La retícula como unidad visual
Dicho estilo se concretó, básicamente, en una unidad visual
del diseño conseguida mediante la organización asimétrica de los diferentes
elementos sobre una retícula construida matemáticamente, la preferencia por la
fotografía frente a la ilustración en un intento de demostrar objetividad, la
simplicidad tipográfica y, en numerosas ocasiones, el uso de la letra en lugar
de la imagen, la predilección por los tipos sans-serif, el empleo de un
reducido número de fuentes y cuerpos de éstas, la eliminación de los efectos
decorativos o expresivos, la composición del texto en bandera y la fusión entre
tipografía y gráfica que se va a entender como «diseño gráfico».
Para Müller-Brockmann, por ejemplo, –quizá uno de los
miembros más «extremistas» del «movimiento»– debía evitarse cualquier elemento
que no desempeñara un papel funcional. Por eso, se oponía a la combinación de
familias tipográficas diferentes e, incluso, al uso de fuentes distintas dentro
de una misma familia. Proponía, además, evitar la introducción de diferentes
cuerpos de letra porque opinaba que el área tipográfica debía ser lo más
compacta posible. Este control afectaba, como es lógico, al interlineado
rigurosamente gobernado para que ninguna línea se percibiera como aislada del
resto.

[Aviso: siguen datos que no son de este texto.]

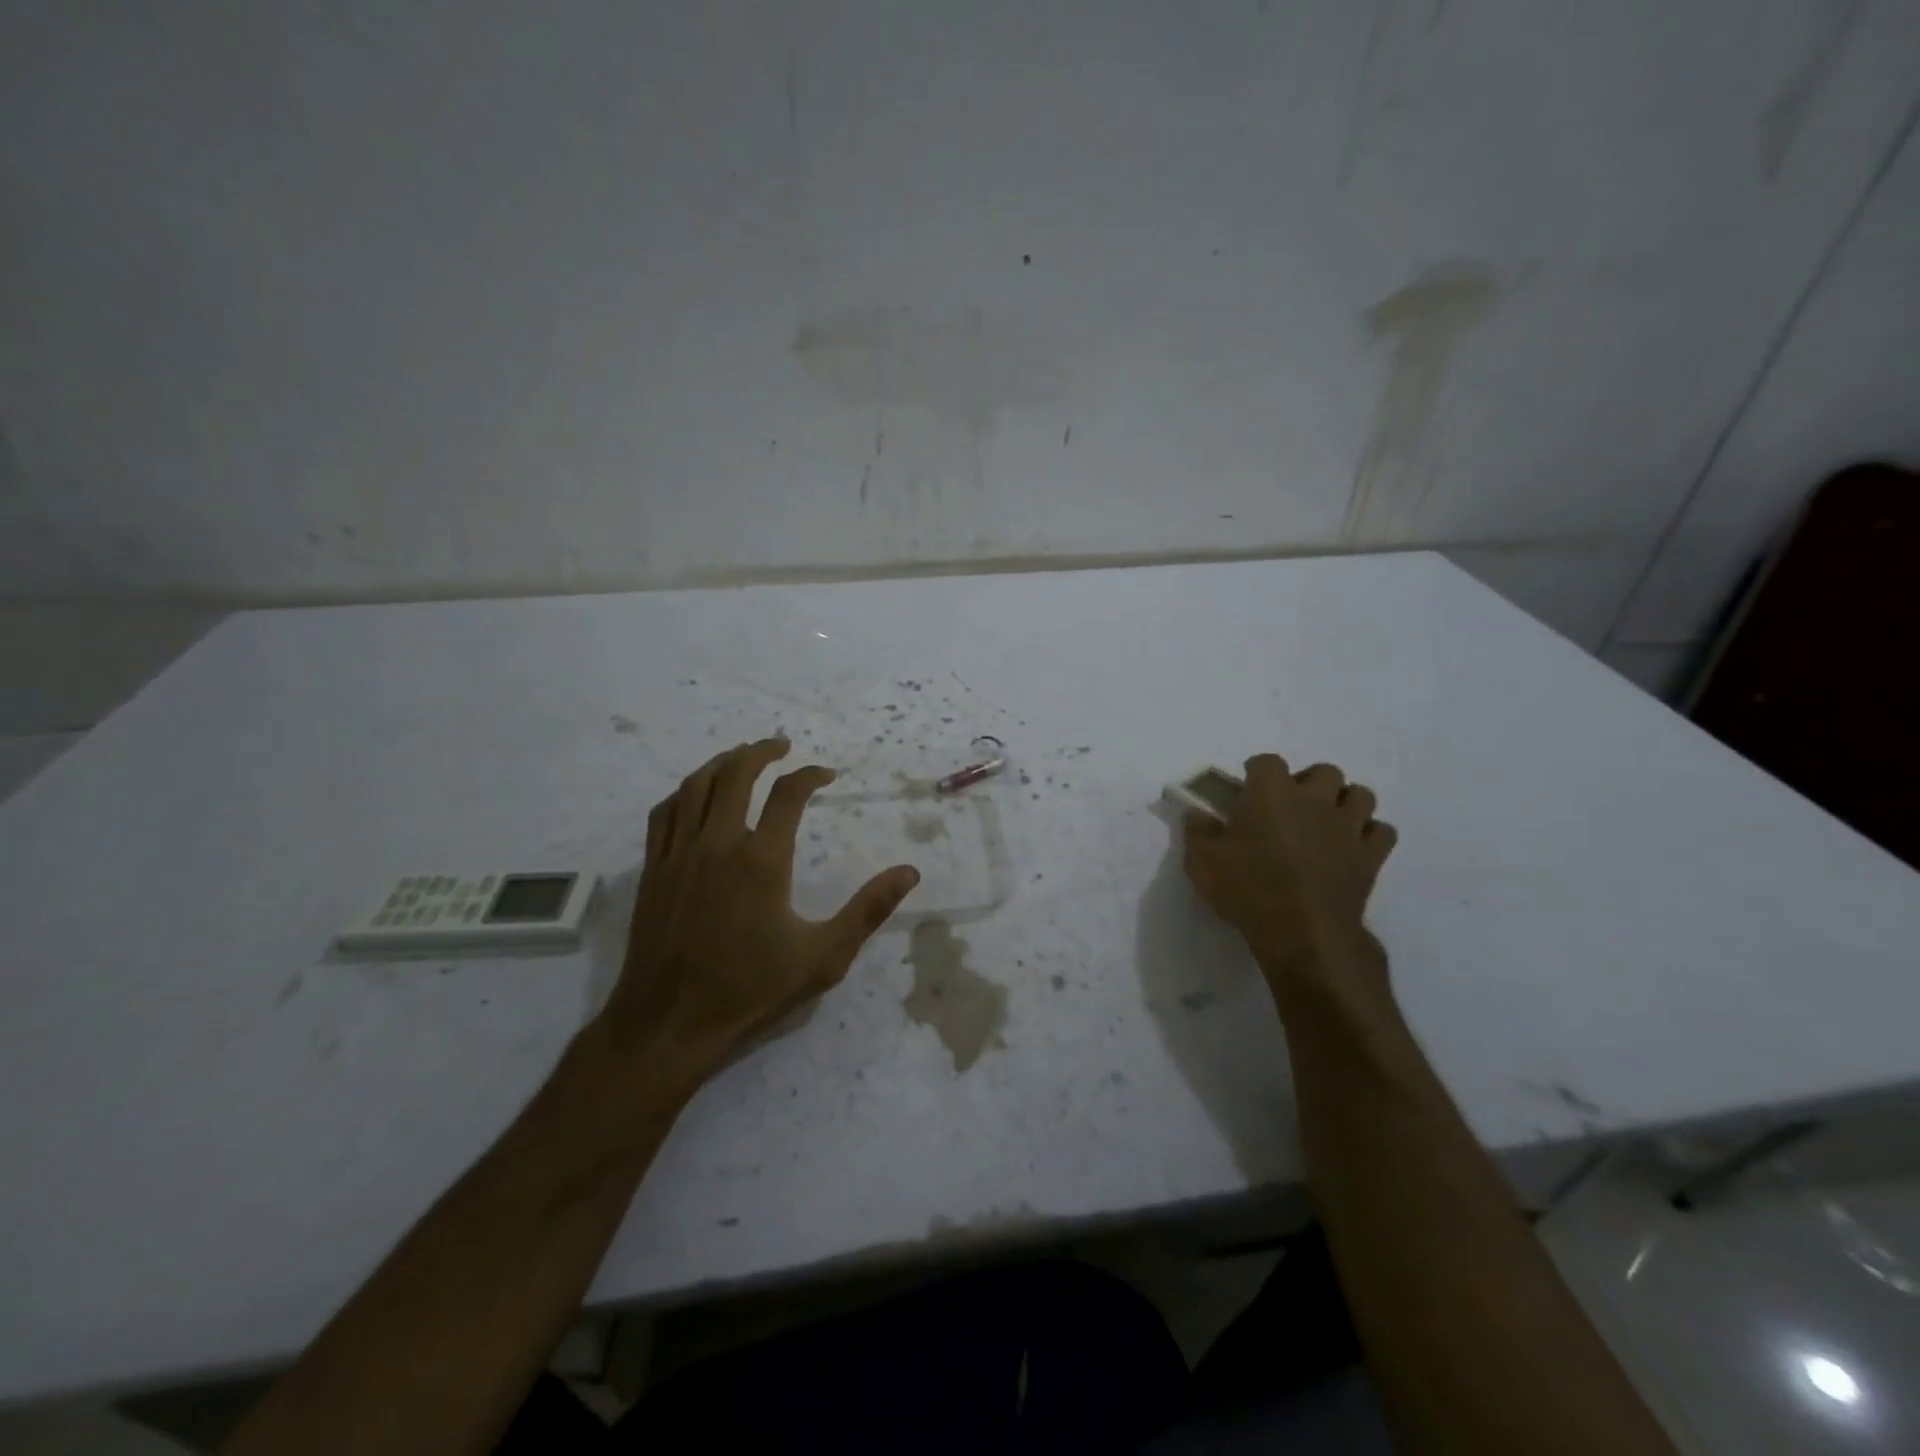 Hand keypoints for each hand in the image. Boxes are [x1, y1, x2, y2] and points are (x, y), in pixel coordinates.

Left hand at [598, 738, 919, 1092]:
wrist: (669, 1022)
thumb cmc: (751, 990)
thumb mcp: (824, 956)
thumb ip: (868, 910)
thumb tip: (909, 872)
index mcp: (762, 860)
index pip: (789, 794)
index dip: (811, 775)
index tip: (827, 774)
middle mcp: (718, 844)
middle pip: (736, 774)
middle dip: (762, 751)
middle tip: (782, 745)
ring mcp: (678, 854)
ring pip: (696, 785)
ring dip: (722, 762)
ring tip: (742, 756)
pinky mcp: (652, 870)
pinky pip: (664, 812)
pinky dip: (684, 791)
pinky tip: (695, 794)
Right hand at [1183, 754, 1397, 1004]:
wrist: (1302, 931)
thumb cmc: (1247, 888)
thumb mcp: (1201, 860)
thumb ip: (1197, 830)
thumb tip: (1196, 812)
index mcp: (1270, 792)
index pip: (1267, 761)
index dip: (1257, 771)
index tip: (1247, 787)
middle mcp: (1314, 799)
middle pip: (1323, 770)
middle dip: (1309, 783)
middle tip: (1291, 807)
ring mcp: (1348, 826)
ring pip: (1360, 794)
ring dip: (1344, 803)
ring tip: (1326, 822)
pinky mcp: (1371, 856)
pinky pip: (1382, 831)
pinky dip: (1369, 834)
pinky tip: (1352, 847)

Müller-Brockmann defendía, asimismo, las tipografías sin remate porque,
en su opinión, al carecer de contrastes evitaban cualquier elemento decorativo
que pudiera distraer al lector y, por tanto, dificultar su comprensión del
mensaje.
La aplicación sistemática de la retícula y el proceso de
diseño derivado de ello se consideró una de las contribuciones más importantes
al trabajo del diseñador tipográfico porque se percibió como un modo de
racionalizarlo, al concebirla como una herramienta práctica que servía para
solucionar muchos de los problemas cotidianos de diseño de forma rápida y
sencilla. La retícula, –que no era nueva en la historia del diseño pero sí la
forma de emplearla por estos diseñadores–, fue una pieza fundamental del diseño
sistemático defendido por la Escuela Suiza y uno de los principios
indiscutibles de la composición tipográfica hasta el momento en que como otros paradigmas comenzó a ponerse en
duda, en parte como consecuencia de la influencia de la teoría de la deconstrucción
de Jacques Derrida.
Sistemas de retícula
Josef Müller-Brockmann fue uno de los principales defensores
y propagandistas de la retícula. Sus ideas se concretaron en un libro que
alcanzó un gran éxito: Grid Systems in Graphic Design.
En «Grid and Design Philosophy», uno de los textos
contenidos en esta obra, Müller-Brockmann decía lo siguiente: «El uso de la
retícula como un sistema de ordenación es la expresión de una cierta actitud
mental puesto que muestra que el diseñador concibe su trabajo en términos que
son constructivos y orientados al futuro. Esta es la expresión de un espíritu
profesional: el trabajo del diseñador debería tener la calidad claramente inteligible,
objetiva, funcional y estética del pensamiento matemático.»
Y unas líneas después afirma: «El diseño constructivo que es
capaz de análisis y reproducción puede influir y mejorar el gusto de una
sociedad y el modo en que concibe las formas y colores. El diseño que es
objetivo, comprometido con el bien común, bien compuesto, y refinado constituye
las bases del comportamiento democrático.»
Hablando ya en términos prácticos, Müller-Brockmann
explicaba cuál era el propósito de la retícula, un instrumento que servía para
resolver problemas visuales en dos y tres dimensiones y que facilitaba al
diseñador la disposición de textos, fotografías y diagramas «de acuerdo a un
criterio objetivo y funcional». Los elementos se adaptaban a unos cuantos
formatos de un mismo tamaño determinado en función de la importancia del tema.
La reducción del número de elementos visuales, según el diseñador, creaba un
sentido de inteligibilidad, claridad y planificación que sugerían un sentido de
disciplina en el diseño.
La retícula tenía, por tanto, una inmediata practicidad
pero, también, era algo más, como apunta el propio título del texto y la mayor
parte de sus contenidos: una filosofía de diseño.